Your goal ▸ Restate, in full and unchanged, the entries that follow, but not their pictures.

Data for the task ▸
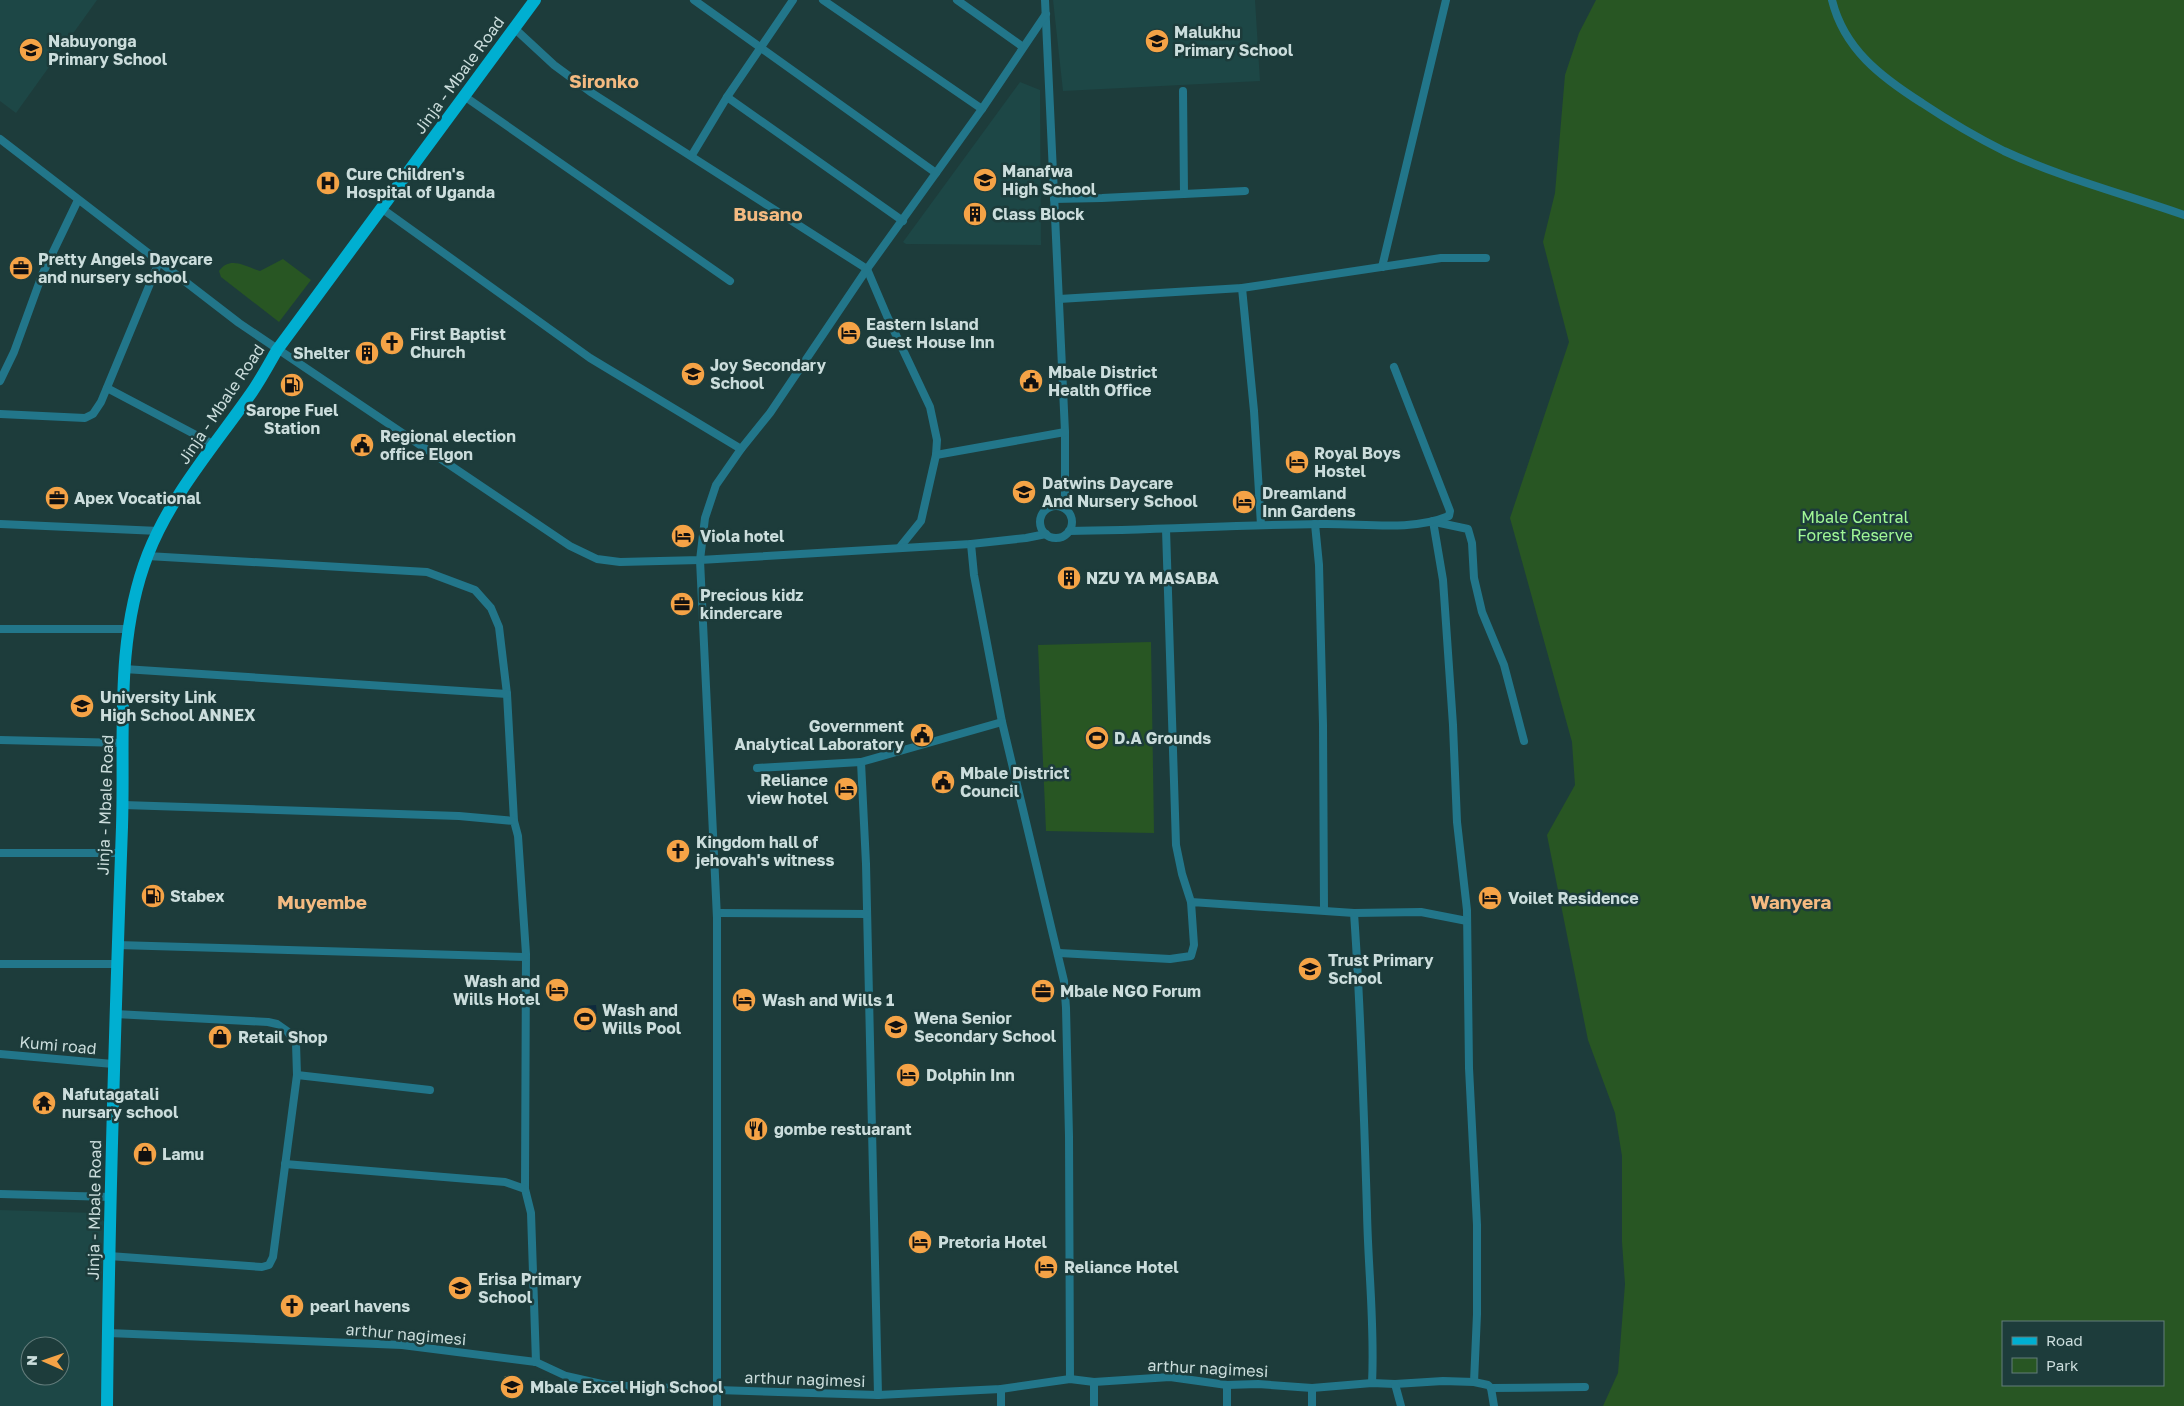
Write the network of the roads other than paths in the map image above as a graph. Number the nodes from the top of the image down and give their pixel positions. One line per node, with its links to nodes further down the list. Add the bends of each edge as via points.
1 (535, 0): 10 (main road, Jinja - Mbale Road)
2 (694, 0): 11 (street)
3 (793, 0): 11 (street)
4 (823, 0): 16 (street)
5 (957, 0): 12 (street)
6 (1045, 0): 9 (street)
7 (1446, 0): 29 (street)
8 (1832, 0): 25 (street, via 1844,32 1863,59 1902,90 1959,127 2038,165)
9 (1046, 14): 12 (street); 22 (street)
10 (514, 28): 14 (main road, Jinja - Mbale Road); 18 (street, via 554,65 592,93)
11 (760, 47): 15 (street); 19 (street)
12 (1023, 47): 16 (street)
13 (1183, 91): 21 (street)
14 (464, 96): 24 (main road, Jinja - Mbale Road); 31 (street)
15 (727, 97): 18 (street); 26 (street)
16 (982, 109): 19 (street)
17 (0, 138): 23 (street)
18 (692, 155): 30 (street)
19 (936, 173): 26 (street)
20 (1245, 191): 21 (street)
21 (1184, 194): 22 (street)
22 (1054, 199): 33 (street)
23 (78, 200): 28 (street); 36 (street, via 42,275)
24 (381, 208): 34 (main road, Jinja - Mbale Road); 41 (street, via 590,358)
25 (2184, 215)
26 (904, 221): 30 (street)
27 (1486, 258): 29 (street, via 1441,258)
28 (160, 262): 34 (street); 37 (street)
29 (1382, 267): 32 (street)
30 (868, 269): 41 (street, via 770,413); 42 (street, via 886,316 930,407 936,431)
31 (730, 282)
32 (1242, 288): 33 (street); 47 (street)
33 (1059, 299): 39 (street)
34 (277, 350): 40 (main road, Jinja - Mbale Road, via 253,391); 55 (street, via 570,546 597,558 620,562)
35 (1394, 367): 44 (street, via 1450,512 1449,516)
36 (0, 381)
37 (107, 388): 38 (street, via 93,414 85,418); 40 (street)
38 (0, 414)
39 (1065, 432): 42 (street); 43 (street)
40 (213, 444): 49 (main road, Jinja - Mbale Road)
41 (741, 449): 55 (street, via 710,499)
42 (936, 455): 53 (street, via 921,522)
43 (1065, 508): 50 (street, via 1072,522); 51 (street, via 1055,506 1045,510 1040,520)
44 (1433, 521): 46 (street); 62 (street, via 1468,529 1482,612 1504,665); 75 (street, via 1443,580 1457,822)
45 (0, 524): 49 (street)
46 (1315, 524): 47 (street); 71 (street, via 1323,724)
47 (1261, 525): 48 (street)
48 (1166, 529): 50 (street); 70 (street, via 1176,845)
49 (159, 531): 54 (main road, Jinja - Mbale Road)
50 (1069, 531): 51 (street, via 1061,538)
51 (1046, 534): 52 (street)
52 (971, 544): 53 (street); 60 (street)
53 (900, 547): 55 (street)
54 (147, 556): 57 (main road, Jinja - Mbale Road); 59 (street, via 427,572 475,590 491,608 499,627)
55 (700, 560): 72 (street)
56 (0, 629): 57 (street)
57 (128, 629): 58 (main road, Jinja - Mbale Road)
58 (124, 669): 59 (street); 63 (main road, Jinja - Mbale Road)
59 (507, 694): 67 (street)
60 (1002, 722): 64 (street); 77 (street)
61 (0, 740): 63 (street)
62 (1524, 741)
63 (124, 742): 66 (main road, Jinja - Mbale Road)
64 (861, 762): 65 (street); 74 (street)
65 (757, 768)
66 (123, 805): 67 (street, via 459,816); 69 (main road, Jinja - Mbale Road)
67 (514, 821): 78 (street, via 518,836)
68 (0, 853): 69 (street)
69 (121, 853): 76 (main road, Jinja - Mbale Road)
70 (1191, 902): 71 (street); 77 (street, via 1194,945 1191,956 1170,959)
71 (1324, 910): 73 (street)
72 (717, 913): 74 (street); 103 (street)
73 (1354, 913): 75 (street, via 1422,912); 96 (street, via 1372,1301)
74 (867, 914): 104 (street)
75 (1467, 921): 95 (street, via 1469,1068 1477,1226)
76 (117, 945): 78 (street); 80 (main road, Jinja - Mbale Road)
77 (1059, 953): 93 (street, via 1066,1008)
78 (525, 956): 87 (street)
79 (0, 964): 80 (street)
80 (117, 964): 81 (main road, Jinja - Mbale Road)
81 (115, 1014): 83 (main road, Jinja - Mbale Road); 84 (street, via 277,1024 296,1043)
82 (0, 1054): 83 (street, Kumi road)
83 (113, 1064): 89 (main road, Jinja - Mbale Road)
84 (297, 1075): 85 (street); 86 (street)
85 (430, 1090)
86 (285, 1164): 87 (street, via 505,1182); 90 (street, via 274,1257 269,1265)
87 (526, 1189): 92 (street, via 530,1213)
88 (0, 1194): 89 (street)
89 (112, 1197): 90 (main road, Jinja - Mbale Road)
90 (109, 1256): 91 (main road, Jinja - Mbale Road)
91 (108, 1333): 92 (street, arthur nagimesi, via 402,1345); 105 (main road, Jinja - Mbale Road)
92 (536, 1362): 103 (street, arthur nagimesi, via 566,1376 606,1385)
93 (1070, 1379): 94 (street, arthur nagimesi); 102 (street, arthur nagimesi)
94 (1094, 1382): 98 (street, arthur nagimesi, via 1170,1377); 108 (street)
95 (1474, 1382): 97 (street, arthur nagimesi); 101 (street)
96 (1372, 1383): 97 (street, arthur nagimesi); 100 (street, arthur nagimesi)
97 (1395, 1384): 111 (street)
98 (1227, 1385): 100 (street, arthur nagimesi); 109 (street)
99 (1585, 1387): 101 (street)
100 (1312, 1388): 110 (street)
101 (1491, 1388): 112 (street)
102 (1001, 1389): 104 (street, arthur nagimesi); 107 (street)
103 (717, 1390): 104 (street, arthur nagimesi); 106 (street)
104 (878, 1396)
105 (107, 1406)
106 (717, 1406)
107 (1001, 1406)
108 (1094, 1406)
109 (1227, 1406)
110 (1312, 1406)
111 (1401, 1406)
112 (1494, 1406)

Exercise output ▸
Write the network of the roads other than paths in the map image above as a graph. Number the nodes from the top of the image down and give their pixel positions. One line per node, with its links to nodes further down the list. Add the bends of each edge as via points.
1 (535, 0): 10 (main road, Jinja - Mbale Road)
2 (694, 0): 11 (street)
3 (793, 0): 11 (street)
4 (823, 0): 16 (street)
5 (957, 0): 12 (street)
6 (1045, 0): 9 (street)
7 (1446, 0): 29 (street)
8 (1832, 0): 25 (street, via 1844,32 1863,59 1902,90 1959,127 2038,165)
9 (1046, 14): 12 (street); 22 (street)
10 (514, 28): 14 (main road, Jinja - Mbale Road); 18 (street, via 554,65 592,93)
11 (760, 47): 15 (street); 19 (street)
12 (1023, 47): 16 (street)
13 (1183, 91): 21 (street)
14 (464, 96): 24 (main road, Jinja - Mbale Road); 31 (street)
15 (727, 97): 18 (street); 26 (street)
16 (982, 109): 19 (street)
17 (0, 138): 23 (street)
18 (692, 155): 30 (street)
19 (936, 173): 26 (street)
20 (1245, 191): 21 (street)
21 (1184, 194): 22 (street)
22 (1054, 199): 33 (street)
23 (78, 200): 28 (street); 36 (street, via 42,275)
24 (381, 208): 34 (main road, Jinja - Mbale Road); 41 (street, via 590,358)
25 (2184, 215)
26 (904, 221): 30 (street)
27 (1486, 258): 29 (street, via 1441,258)
28 (160, 262): 34 (street); 37 (street)
29 (1382, 267): 32 (street)
30 (868, 269): 41 (street, via 770,413); 42 (street, via 886,316 930,407 936,431)
31 (730, 282)
32 (1242, 288): 33 (street); 47 (street)
33 (1059, 299): 39 (street)
34 (277, 350): 40 (main road, Jinja - Mbale Road, via 253,391); 55 (street, via 570,546 597,558 620,562)
35 (1394, 367): 44 (street, via 1450,512 1449,516)
36 (0, 381)
37 (107, 388): 38 (street, via 93,414 85,418); 40 (street)
38 (0, 414)
39 (1065, 432): 42 (street); 43 (street)
40 (213, 444): 49 (main road, Jinja - Mbale Road)
41 (741, 449): 55 (street, via 710,499)
42 (936, 455): 53 (street, via 921,522)
43 (1065, 508): 50 (street, via 1072,522); 51 (street, via 1055,506 1045,510 1040,520)
44 (1433, 521): 46 (street); 62 (street, via 1468,529 1482,612 1504,665); 75 (street, via 1443,580 1457,822)
45 (0, 524): 49 (street)
46 (1315, 524): 47 (street); 71 (street, via 1323,724)
47 (1261, 525): 48 (street)
48 (1166, 529): 50 (street); 70 (street, via 1176,845)
49 (159, 531): 54 (main road, Jinja - Mbale Road)
50 (1069, 531): 51 (street, via 1061,538)
51 (1046, 534): 52 (street)
52 (971, 544): 53 (street); 60 (street)
53 (900, 547): 55 (street)
54 (147, 556): 57 (main road, Jinja - Mbale Road); 59 (street, via 427,572 475,590 491,608 499,627)
55 (700, 560): 72 (street)
56 (0, 629): 57 (street)
57 (128, 629): 58 (main road, Jinja - Mbale Road)
58 (124, 669): 59 (street); 63 (main road, Jinja - Mbale Road)
59 (507, 694): 67 (street)
60 (1002, 722): 64 (street); 77 (street)
61 (0, 740): 63 (street)
62 (1524, 741)
63 (124, 742): 66 (main road, Jinja - Mbale Road)
64 (861, 762): 65 (street); 74 (street)
65 (757, 768)
66 (123, 805): 67 (street, via 459,816); 69 (main road, Jinja - Mbale Road)
67 (514, 821): 78 (street, via 518,836)
68 (0, 853): 69 (street)
69 (121, 853): 76 (main road, Jinja - Mbale Road)
70 (1191, 902): 71 (street); 77 (street, via 1194,945 1191,956 1170,959)
71 (1324, 910): 73 (street)
72 (717, 913): 74 (street); 103 (street)
73 (1354, 913): 75 (street, via 1422,912); 96 (street, via 1372,1301)
74 (867, 914): 104 (street)
75 (1467, 921): 95 (street, via 1469,1068 1477,1226)
76 (117, 945): 78 (street); 80 (main road, Jinja - Mbale Road)
77 (1059, 953): 93 (street, via 1066,1008)
78 (525, 956): 87 (street)
79 (0, 964): 80 (street)
80 (117, 964): 81 (main road, Jinja - Mbale Road)
81 (115, 1014): 83 (main road, Jinja - Mbale Road); 84 (street, via 277,1024 296,1043)
82 (0, 1054): 83 (street, Kumi road)
83 (113, 1064): 89 (main road, Jinja - Mbale Road)
84 (297, 1075): 85 (street); 86 (street)
85 (430, 1090)
86 (285, 1164): 87 (street, via 505,1182); 90 (street, via 274,1257 269,1265)
87 (526, 1189): 92 (street, via 530,1213)
88 (0, 1194): 89 (street)
89 (112, 1197): 90 (main road, Jinja - Mbale Road)
90 (109, 1256): 91 (main road, Jinja - Mbale Road)
91 (108, 1333): 92 (street, arthur nagimesi, via 402,1345); 105 (main road, Jinja - Mbale Road)
92 (536, 1362): 103 (street, arthur nagimesi, via 566,1376 606,1385)
93 (1070, 1379): 94 (street, arthur nagimesi); 102 (street, arthur nagimesi)
94 (1094, 1382): 98 (street, arthur nagimesi, via 1170,1377); 108 (street)
95 (1474, 1382): 97 (street, arthur nagimesi); 101 (street)
96 (1372, 1383): 97 (street, arthur nagimesi); 100 (street, arthur nagimesi)
97 (1395, 1384): 111 (street)
98 (1227, 1385): 100 (street, arthur nagimesi); 109 (street)
99 (1585, 1387): 101 (street)
100 (1312, 1388): 110 (street)
101 (1491, 1388): 112 (street)
102 (1001, 1389): 104 (street, arthur nagimesi); 107 (street)
103 (717, 1390): 104 (street, arthur nagimesi); 106 (street)
104 (878, 1396)
105 (107, 1406)
106 (717, 1406)
107 (1001, 1406)
108 (1094, 1406)
109 (1227, 1406)
110 (1312, 1406)
111 (1401, 1406)
112 (1494, 1406)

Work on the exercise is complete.